8

253 52 11
                                    

hayatımda en huzur bulduğum anlardan biri olan gitar çalmak, üstüne bir de bunu minho'yu çağırarak yapmak... gerçekten fazlası gerekmezdi. bu mutlu anlardan keyiflenir, gerekirse kırk yıl ömür uzatırdım. küçük heyecanlar benim için önemli.

şehir manzarasına bakarken gözleri parıldayan birini ilk kez görüyordum, ne vardı şu kirli manzarada bilmiyorum ama içinde yaşanan o çatışmayı biliyorum. "yanıma gel artık, fazla düşünürsen daha da yıpranırsın." kafa salladı ve gözlerini oradan alamadan yanıma gelip oturdu. şimdi daha heyecanlı...

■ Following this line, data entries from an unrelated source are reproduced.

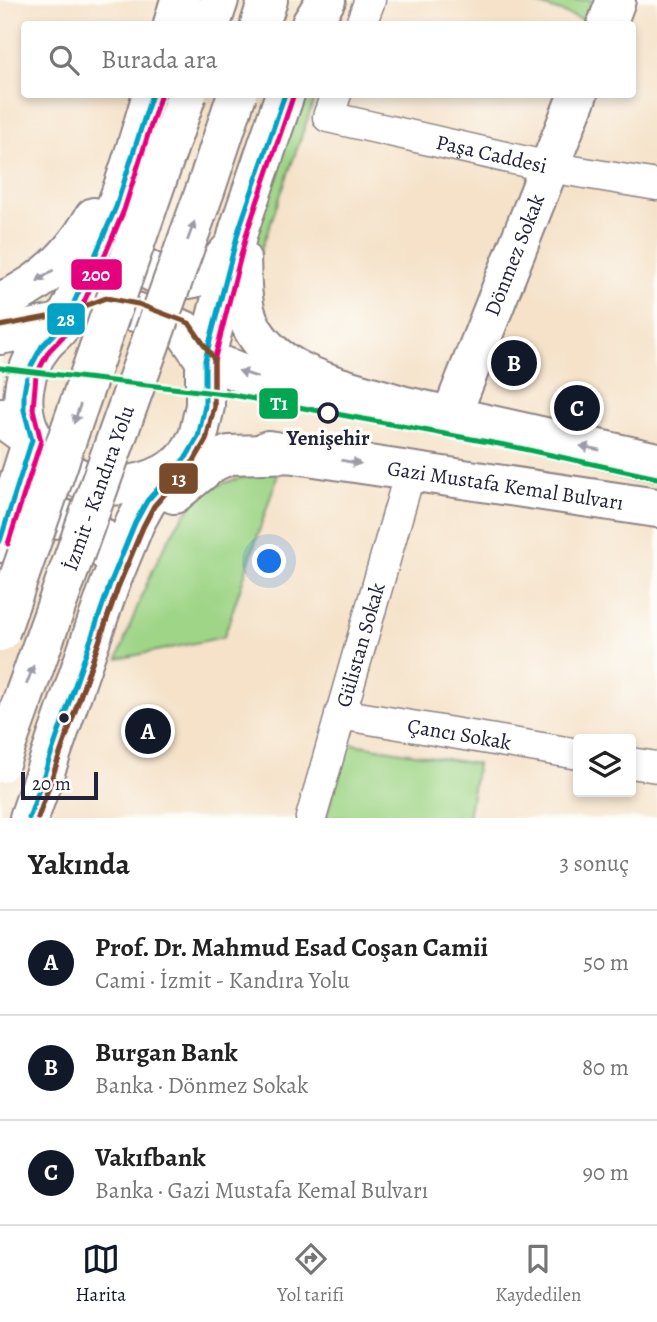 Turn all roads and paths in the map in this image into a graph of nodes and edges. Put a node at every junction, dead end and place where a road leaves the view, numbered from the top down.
1 (180, 0) edge
2 (219, 0) edge
3 (268, 0) edge
4 (315, 0) edge
5 (326, 0) edge
6 (370, 0) edge
7 (617, 0) edge
8 (174, 21) edge
9 (212, 21) edge
10 (261, 21) edge
11 (311, 21) edge
12 (312, 21) edge
13 (362, 21) edge
14 (608, 21) edge
15 (151, 98) edge
16 (186, 98) edge
17 (236, 98) edge
18 (284, 98) edge
19 (576, 98) edge
20 (332, 106) edge
21 (138, 139) junction
22 (549, 167) junction
23 (657, 185) edge
24 (116, 207) junction
25 (237, 237) junction
26 (0, 302) edge
27 (65, 322) junction
28 (0, 335) edge
29 (205, 360) junction
30 (401, 405) junction
31 (451, 416) junction
32 (0, 417) edge
33 (32, 440) junction
34 (302, 453) junction
35 (187, 456) junction
36 (657, 462) edge
37 (410, 472) junction
38 (657, 508) edge
39 (1, 527) edge
40 (117, 567) junction
41 (0, 632) edge
42 (340, 714) junction
43 (573, 753) edge
44 (0, 763) edge
45 (636, 763) edge
46 (657, 767) edge
47 (29, 818) edge
48 (312, 818) edge

1 - 8 main road
2 - 9 main road
3 - 10 main road
4 - 11 main road
5 - 12 main road
6 - 13 street
7 - 14 main road
15 - 21 main road
16 -> 41 main road, İzmit - Kandıra Yolu, bridge
44 -> 17 main road, İzmit - Kandıra Yolu, bridge
18 - 25 main road
19 - 22 main road, Dönmez Sokak
20 - 22 street, Paşa Caddesi
21 - 24 main road
21 -> 26 main road
22 - 23 street, Paşa Caddesi
22 - 31 main road, Dönmez Sokak
24 - 25 main road
24 - 27 main road
25 - 29 main road
25 - 30 main road
27 - 28 main road
27 - 29 main road
27 - 33 main road
30 -> 29 main road
29 - 35 main road
30 - 31 main road
36 -> 31 main road
32 - 33 main road
33 - 35 main road
33 - 39 main road
34 - 35 main road, Gazi Mustafa Kemal Bulvarı
34 -> 37 main road, Gazi Mustafa Kemal Bulvarı
34 - 40 main road
35 - 40 main road
37 - 38 main road, Gazi Mustafa Kemal Bulvarı
37 - 42 street, Gülistan Sokak
39 - 40 main road
40 - 47 main road
42 - 43 street, Çancı Sokak
42 - 48 street, Gülistan Sokak
45 - 46 street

"rahat mısın?" yere koyduğum mindere iyice yerleşince tekrar kafa salladı. betondu yerler ve direkt oturursak üşütürdük, bu yüzden minder getirmiştim. arkamızı duvara yaslayıp öyle duruyorduk şu an, rüzgâr hafiften şiddetli olunca da sesi kulaklarımızdan gitmiyor.

şimdi ben de rüzgâra eşlik ederekten içimden geçeni çalıyorum. aslında tam olarak içimden geçeni değil, minho'nun sevdiği bir şarkı.

o an ona hüzünlü geliyor bu ve kıpırdanıp odağımı bozuyor. kafasını omzumda hissediyorum, soğuk nefesi boynumda ve sağ kolumda bir baskı... ama çalmaya devam edip gülümsüyorum. bunu bir anda yapması hoşuma gitti sadece, fazla telaşa sokmadım kendimi.

bir şeyler mırıldanırken kafamı eğip ona baktım istemsiz. gülümserken onu yakalayınca dünyalar benim oldu resmen. bana gülüyordu, sesime ve gitarıma. daha da gaza gelip parmaklarımın ağrısına katlanarak sonuna dek çaldım.

"sevdiğim şarkıları nereden biliyorsun?" diye sordu biter bitmez. kafasını kaldırınca bozuldum ama belli etmeden güldüm. "senin hakkında her şeye önem veriyorum," dedim. o da güldü ve elleriyle oynadı. "hoşuma gitmiyor değil, sadece gelip geçici. bu benim bugün hoşuma gider, yarın unutulur. anlıyor musun?"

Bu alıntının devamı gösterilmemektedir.